Alone can be lonely. Image by Flickr user Marco Alioli.
Even the most introverted of introverts needs to be social to be happy.
I spend a lot of time developing strategies for finding time for myself in a world that is increasingly social, but sometimes I am so worried about carving out alone time that I spend too much time by myself.
When I am at my most overwhelmed by the world (often when traveling), I tend to isolate myself, and that isolation can have momentum.
If you are anything like me, then here are five signs you need to stop sitting by yourself and go make some travel friends.
1. You are excited when a fellow tourist asks you to take her picture.
I visited London for the first time for a short stopover trip on my flight home from studying abroad in Prague.
I had an amazing time. I walked along the Thames, stopping to indulge in my favorite solo travel companion: the crossword puzzle.
I avoided small talk with my fellow hostel-stayers, knowing that I would only be there for two days and wanted to spend my time doing exactly what I wanted to do.
Then, at the end of my second day soaking in the city, another tourist asked me to take her picture in front of Buckingham Palace. I said “yes” and then kept on talking, babbling about things in a way I rarely babble to strangers.
This was a sign I needed to find some social interaction. Pronto.
2. All of your travel photos are selfies.
There’s nothing wrong with selfies, but it’s nice to have a few pics with other people while out and about in the world. Or, better yet, photos of friends you made while traveling. These may mean more to you or evoke the feelings you had in the moment better than a shot of a landmark you could find on any old postcard.
Travel shouldn’t be about checking off a list of places or sites.
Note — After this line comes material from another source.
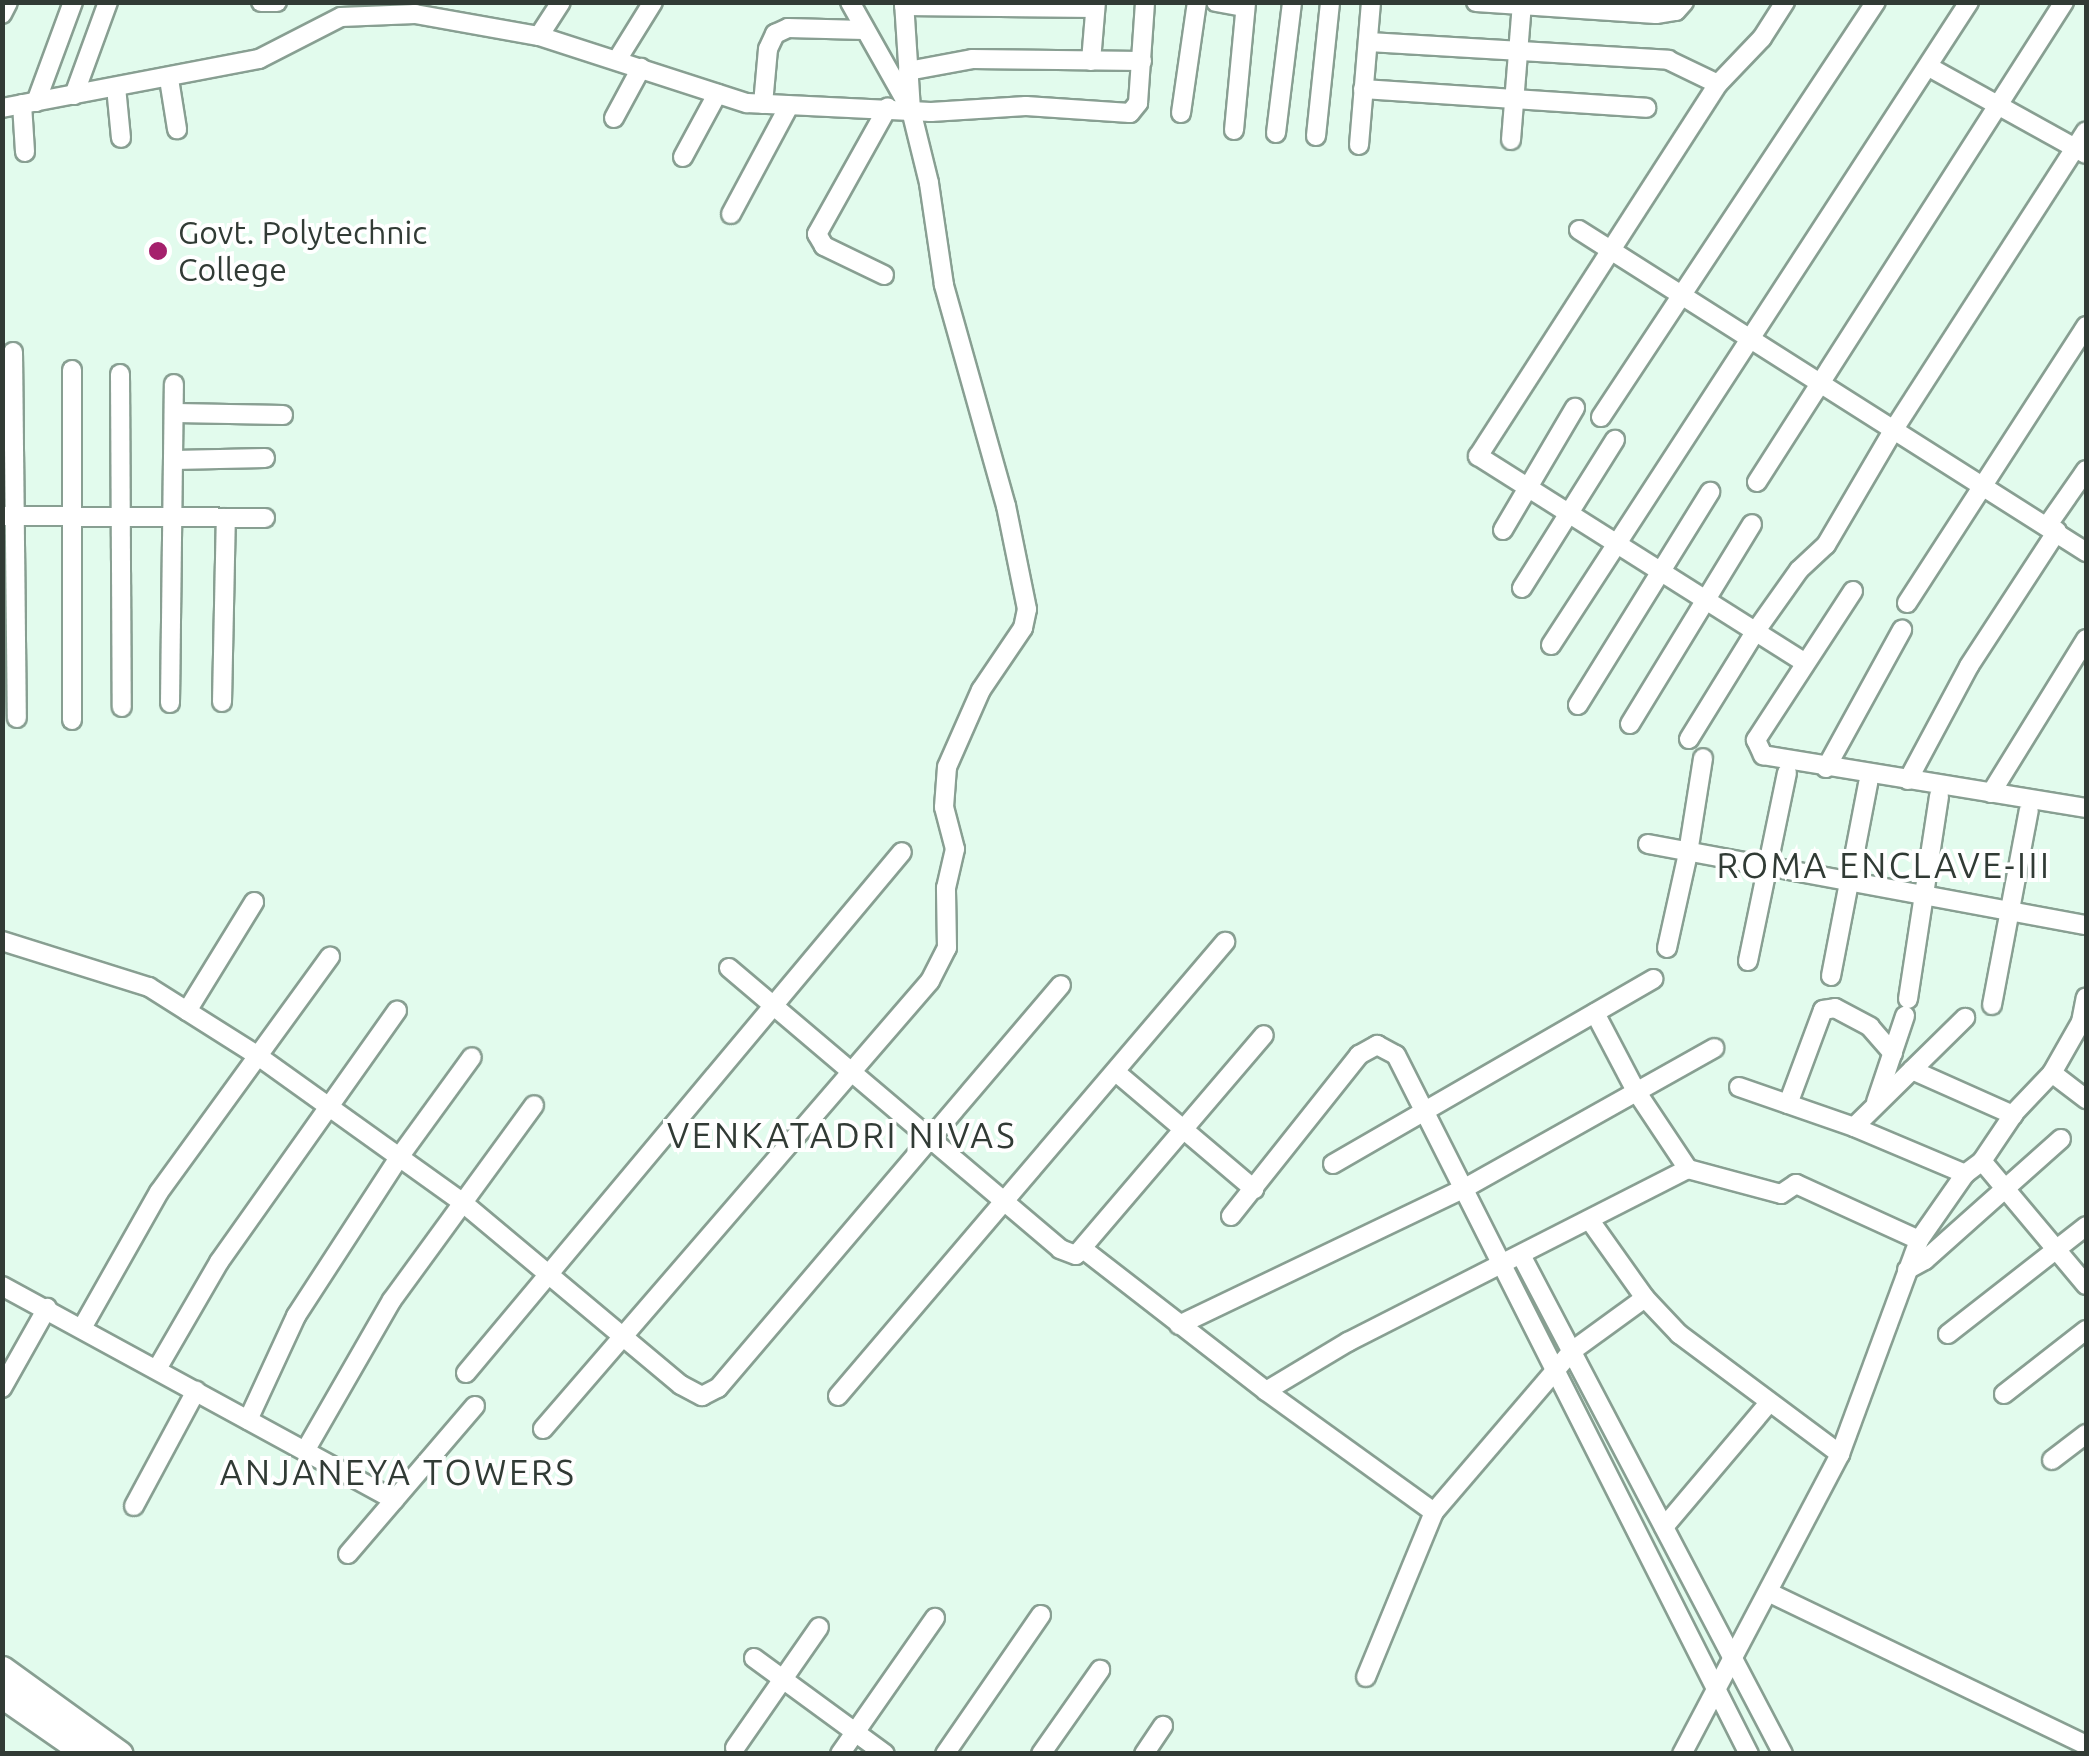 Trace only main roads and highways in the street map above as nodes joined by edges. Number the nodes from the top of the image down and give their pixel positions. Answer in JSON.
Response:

It should be about engaging with the world, and that, dear fellow introverts, means engaging with people.
3. Your inner monologue is becoming a bit too familiar.
This is Stage Five Level of Social Isolation for me.
When I have spent too much time alone, I tend to devolve into familiar self-arguments about how I should be experiencing the world: Stop reading in your hostel and go out and do something, self!
In theory, this self-critical habit might help break me out of my internal zone and get me out and about, but, instead, it tends to paralyze.
However, being able to recognize that sinking into this stalemate means I am not embracing my introversion but rather letting my tendency for social isolation control me has been a vital stepping stone on the road to balancing my introversion.
4. The last few conversations you had were on Skype.
As an introvert, I value close relationships to the exclusion of casual ones.
When traveling, this can mean a tendency to avoid making new, transient friends and, instead, spending my social energy on reconnecting with loved ones back home via Skype, email, or phone.
Though staying in touch with close friends and family while traveling isn’t a bad thing, using those relationships as your primary social outlet can limit the possibilities of your travel experience.
5. Your travel journal has been your dinner date all week.
I am all about the travel journal. I write more for myself while traveling than any other time, and I love that aspect of my travel style.
However, it can be a crutch that prevents me from going out and telling real, live people about my day.
I would never give up the time I have with my travel journal, but if it has been my go-to conversation partner for more than a few days, I consider drastic measures — like sitting down at someone’s dinner table and asking if they’re up for a chat.